• _ABOUT THIS EXERCISE_:
Answer with a number only, stating how many lines of the records hold the word "than".

--- START ---

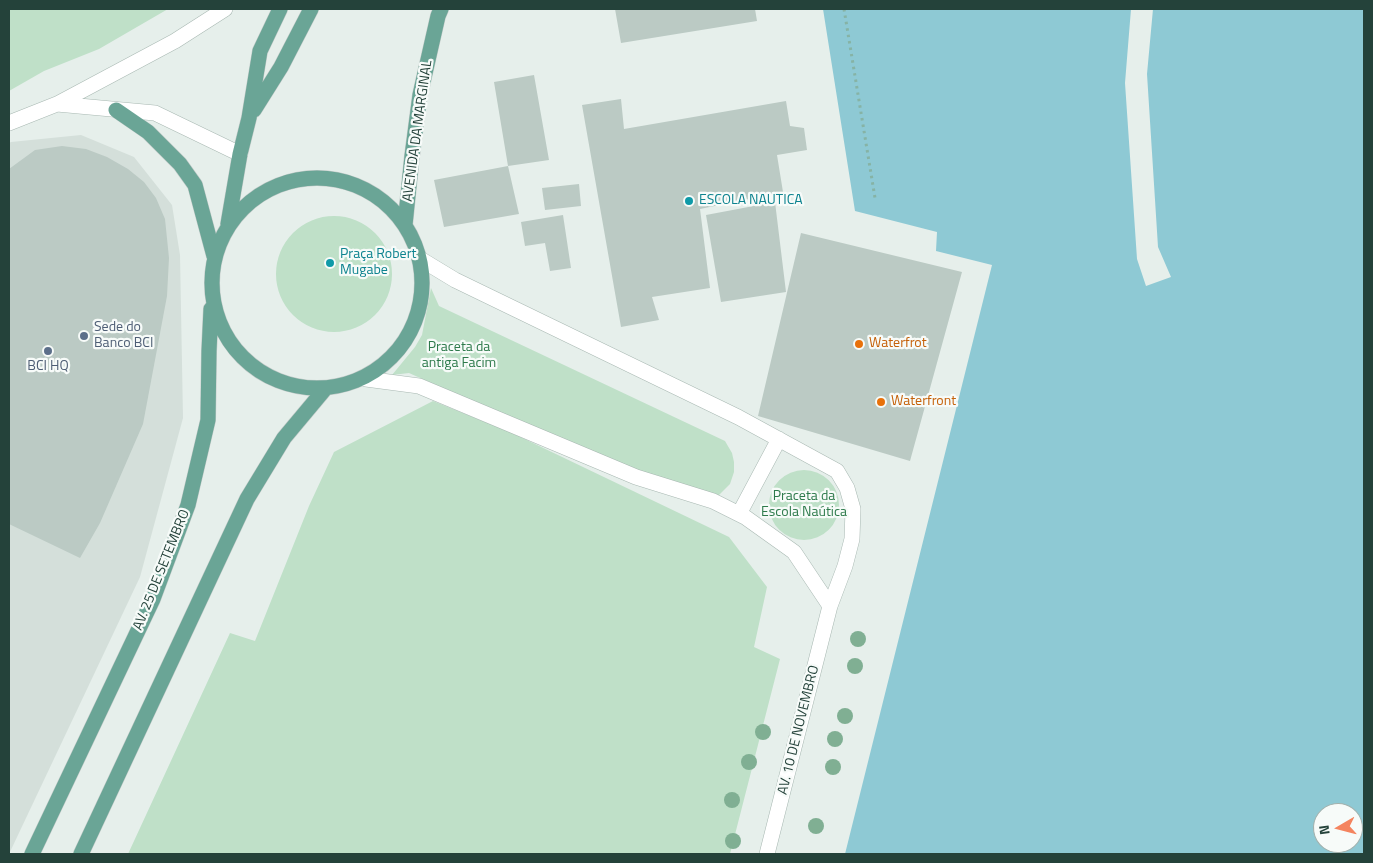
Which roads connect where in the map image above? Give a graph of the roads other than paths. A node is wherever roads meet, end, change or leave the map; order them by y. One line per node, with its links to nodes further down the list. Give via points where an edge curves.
1 (225, 9): 5 (street, via 176,40)
2 (280, 9): 7 (main road, via 260,51)
3 (311, 9): 7 (main road)
4 (441, 9): 10 (main road, AVENIDA DA MARGINAL, via 420,95)
5 (57, 104): 6 (street); 8 (street)
6 (116, 110): 9 (street, via 155,113); 12 (main road, via 148,132 180,164 195,185)
7 (249, 118): 9 (main road)
8 (9, 123)
9 (240, 154): 11 (main road)
10 (405, 225): 11 (main road, via 384,199 358,184 309,178 285,183 263,193 243,207); 13 (main road)
11 (228, 226): 12 (main road)
12 (214, 256): 14 (main road)
13 (422, 260): 15 (main road, via 423,286 416,317 393,356); 17 (street, AV. 10 DE NOVEMBRO, via 455,280)
14 (212, 294): 16 (main road, via 218,322 235,352 261,374 292,387); 20 (main road, AV. 25 DE SETEMBRO, via 208,420 188,505 154,599)
15 (366, 379): 16 (main road); 18 (street, via 419,386 636,477 713,501)
16 (325, 389): 21 (main road, via 284,438 247,499)
17 (780, 439): 18 (street); 19 (street, AV. 10 DE NOVEMBRO, via 838,471 848,488 853,509 852,539)
18 (739, 514): 19 (street, via 794,552)
19 (830, 606): 22 (street, AV. 10 DE NOVEMBRO)
20 (32, 854)
21 (80, 854)
22 (767, 854)

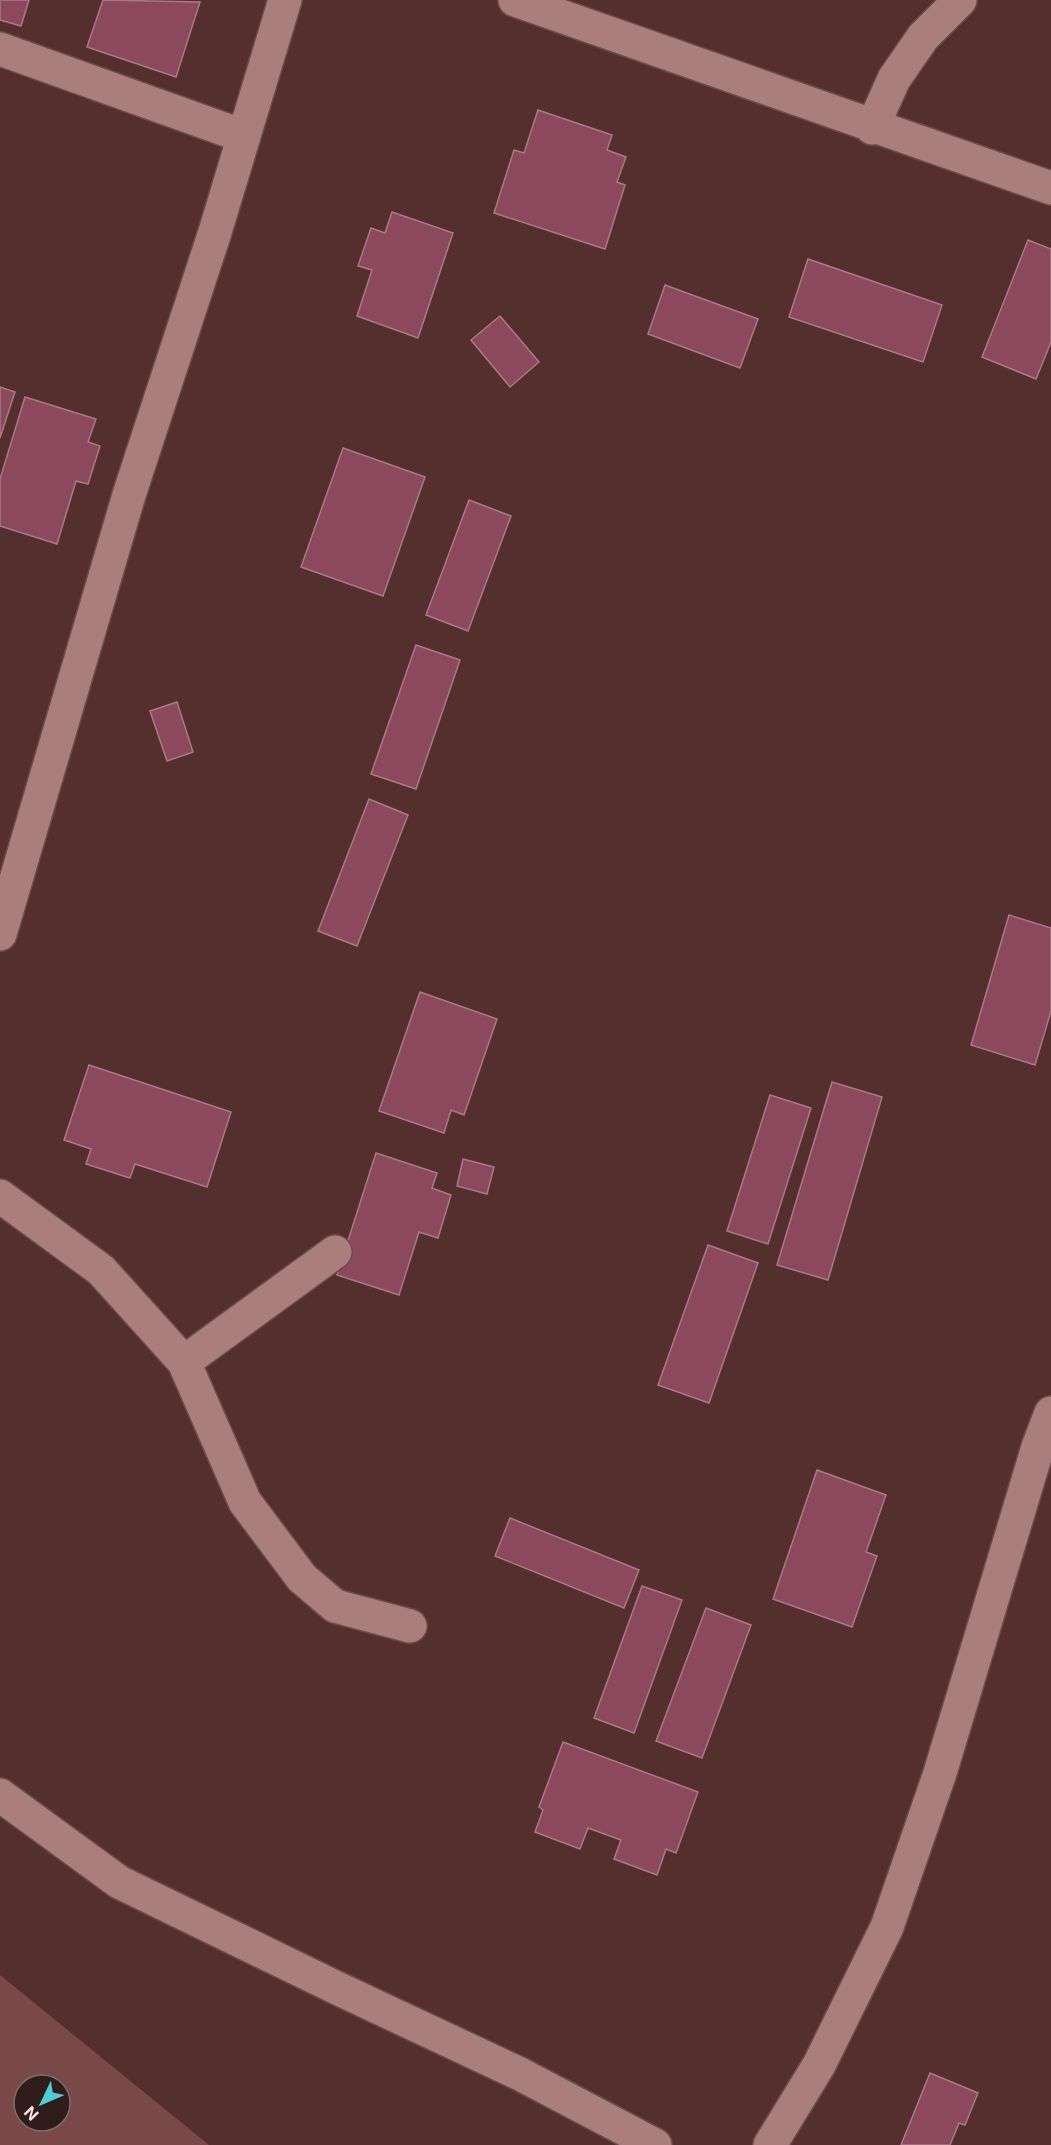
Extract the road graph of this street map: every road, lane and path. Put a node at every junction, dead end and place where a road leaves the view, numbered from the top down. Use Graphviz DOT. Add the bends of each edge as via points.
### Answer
graph roads {
  1 [pos="285,0"];
  2 [pos="515,0"];
  3 [pos="960,0"];
  4 [pos="0,49"];
  5 [pos="872,128"];
  6 [pos="243,136"];
  7 [pos="1051,188"];
  8 [pos="0,934"];
  9 [pos="0,1196"];
  10 [pos="335,1252"];
  11 [pos="184,1362"];
  12 [pos="1051,1413"];
  13 [pos="1044,1448"];
  14 [pos="410,1626"];
  15 [pos="0,1795"];
  16 [pos="656,2145"];
  17 [pos="770,2145"];
  1 -- 6 [label="street"];
  2 -- 5 [label="street"];
  3 -- 5 [label="street" via="923,38 894,79"];
  4 -- 6 [label="street"];
  5 -- 7 [label="street"];
  6 -- 8 [label="street" via="129,495"];
  9 -- 11 [label="street" via="101,1270"];
  10 -- 11 [label="street"];
  11 -- 14 [label="street" via="245,1502 302,1578 335,1606"];
  12 -- 13 [label="street"];
  13 -- 17 [label="street" via="887,1927 819,2065"];
  15 -- 16 [label="street" via="119,1882 520,2074"];
}
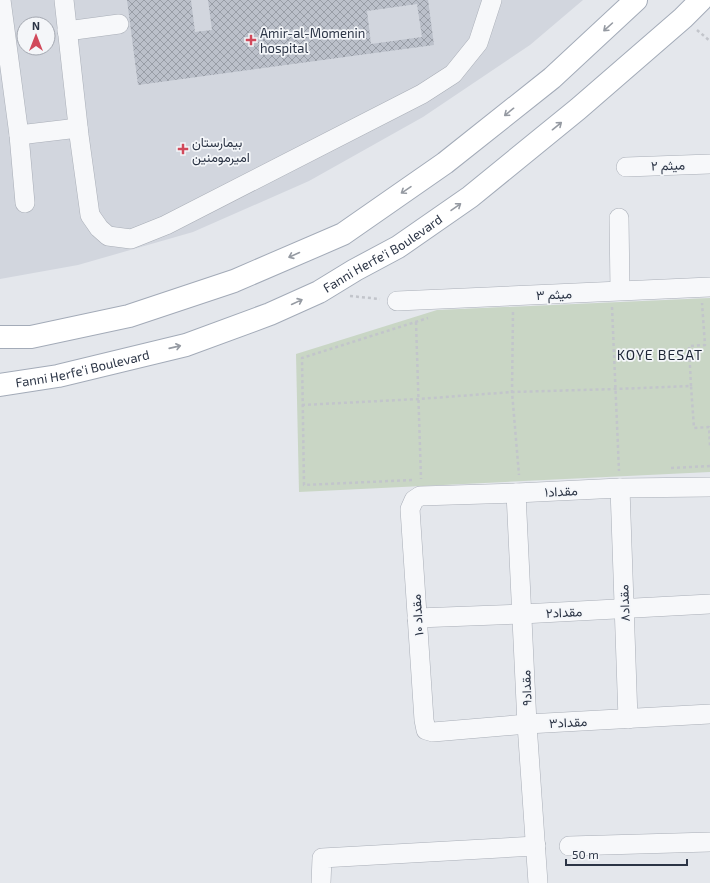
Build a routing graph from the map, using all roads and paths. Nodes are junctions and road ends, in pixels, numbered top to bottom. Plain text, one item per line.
1 (64, 0) edge
2 (492, 0) edge
3 (636, 0) edge
4 (701, 0) edge
5 (1, 3) edge
6 (119, 24) dead end
7 (67, 31) junction
8 (78, 128) junction
9 (19, 134) junction
10 (710, 164) edge
11 (626, 167) dead end
12 (26, 203) dead end
13 (619, 218) dead end
14 (710, 287) edge
15 (620, 290) junction
16 (319, 292) junction
17 (397, 301) joint
18 (695, 303) dead end
19 (605, 307) dead end
20 (520, 311) dead end
21 (431, 317) dead end
22 (416, 322) junction
23 (0, 337) edge
24 (0, 385) edge
25 (691, 386) junction
26 (616, 389) junction
27 (512, 392) junction
28 (419, 399) junction
29 (302, 405) junction
30 (710, 446) edge
31 (710, 466) edge
32 (664, 469) dead end
33 (619, 479) junction
34 (413, 480) dead end
35 (421, 480) dead end
36 (514, 484) junction
37 (710, 487) edge
38 (414, 500) joint
39 (710, 604) edge
40 (624, 608) junction
41 (522, 614) junction
42 (417, 618) junction
43 (710, 714) edge
44 (628, 719) junction
45 (527, 724) junction
46 (426, 730) joint
47 (710, 842) edge
48 (536, 846) junction
49 (569, 846) dead end
50 (321, 883) edge
51 (538, 883) edge

1 - 7 street
2 - 8 street
3 -> 23 main road
16 -> 4 main road, Fanni Herfe'i Boulevard
5 - 9 street
6 - 7 street
7 - 8 street
8 - 9 street
9 - 12 street
10 - 11 street, میثم ۲
13 - 15 street
14 - 15 street, میثم ۳
15 - 17 street, میثم ۳
16 - 17 path
24 -> 16 main road, Fanni Herfe'i Boulevard
18 - 25 path
19 - 26 path
20 - 27 path
21 - 22 path
22 - 28 path
22 - 29 path
25 - 26 path
25 - 30 path
26 - 27 path
26 - 33 path
27 - 28 path
27 - 36 path
28 - 29 path
28 - 35 path
29 - 34 path
31 - 32 path
33 - 36 street, مقداد۱
33 - 37 street, مقداد۱
33 - 40 street, مقداد۸
36 - 38 street, مقداد۱
36 - 41 street, مقداد۹
38 - 42 street, مقداد ۱۰
39 - 40 street, مقداد۲
40 - 41 street, مقداد۲
40 - 44 street, مقداد۸
41 - 42 street, مقداد۲
41 - 45 street, مقداد۹
42 - 46 street, مقداد ۱۰
43 - 44 street, مقداد۳
44 - 45 street, مقداد۳
45 - 46 street, مقداد۳
45 - 48 street, مقداد۹
47 - 49 street
48 - 50 street
48 - 51 street, مقداد۹

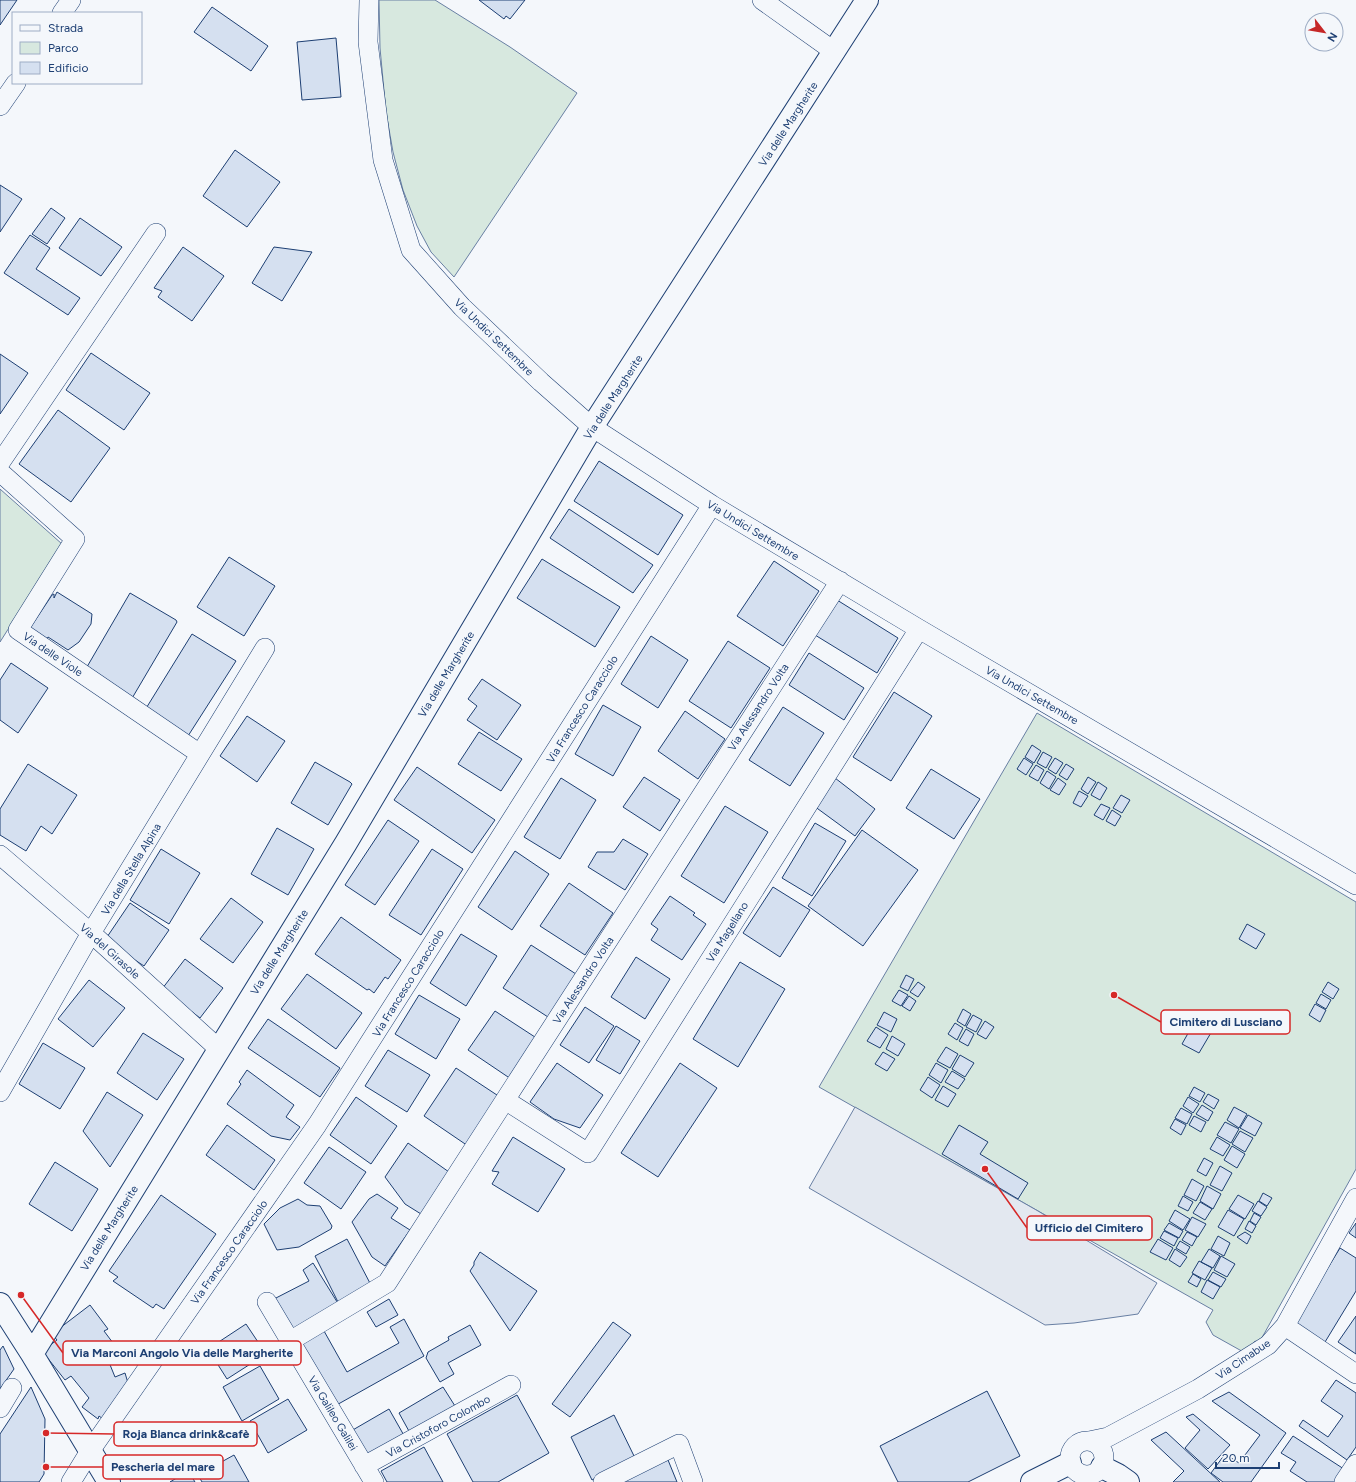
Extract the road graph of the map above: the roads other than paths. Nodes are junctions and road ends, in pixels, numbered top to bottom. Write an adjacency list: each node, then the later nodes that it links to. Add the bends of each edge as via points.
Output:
1 (71, 0): 5 (street)
2 (369, 0): 10 (street, Via Undici Settembre, via 368,42 383,160 411,250 462,307)
3 (762, 0): 6 (street)
4 (867, 0): 6 (street, Via delle Margherite)
5 (63, 12)
6 (835, 52): 10 (street, Via delle Margherite)
7 (15, 84): 8 (street)
8 (0, 106)
9 (156, 233): 11 (street)
10 (592, 428): 13 (street, Via Undici Settembre); 21 (street, Via delle Margherite, via 346,843)
11 (0, 463)
12 (0, 472): 17 (street, Via delle Viole, via 75,539 18,630)
13 (712, 505): 14 (street, Via Undici Settembre); 35 (street, Via Francesco Caracciolo, via 317,1125)
14 (840, 582): 15 (street, Via Undici Settembre); 23 (street, Via Alessandro Volta)
15 (919, 629): 19 (street, Via Undici Settembre); 23 (street, Via Magellano, via 588,1153)
16 (265, 648): 17 (street, Via della Stella Alpina)
17 (200, 754): 20 (street, Via della Stella Alpina)
18 (0, 855): 20 (street, Via del Girasole)
19 (1356, 885)
20 (91, 934): 21 (street, Via del Girasole); 22 (street, Via della Stella Alpina)
21 (219, 1049): 29 (street, Via delle Margherite)
22 (0, 1092)
23 (505, 1100): 28 (street, Via Alessandro Volta, via 387,1283)
24 (1356, 1198): 27 (street, Via Cimabue)
25 (267, 1302): 28 (street, Via Galileo Galilei)
26 (0, 1304): 29 (street)
27 (1285, 1326): 30 (street); 34 (street, Via Cimabue, via 1268,1345 1198,1389 1108,1437)
28 (290, 1341): 38 (street, Via Galileo Galilei)
29 (32, 1354): 35 (street)
30 (1356, 1374)
31 (511, 1385): 38 (street, Via Cristoforo Colombo)
32 (12, 1388): 33 (street)
33 (0, 1408)
34 (1089, 1441): 36 (street, via 1074,1447); 39 (street, via 1095,1443 1102,1451)
35 (90, 1451): 40 (street, Via Francesco Caracciolo); 41 (street)
36 (1070, 1463): 39 (street, via 1072,1468 1082,1475 1093,1474); 45 (street)
37 (1356, 1464): 47 (street)
38 (364, 1466): 42 (street, Via Galileo Galilei)
39 (1102, 1467): 46 (street)
40 (71, 1482)
41 (109, 1482)
42 (374, 1482)
43 (603, 1482): 44 (street, via 679,1444)
44 (693, 1482)
45 (1032, 1482)
46 (1128, 1482)
47 (1344, 1482)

--- END ---

• _TASK RESPONSE_:
2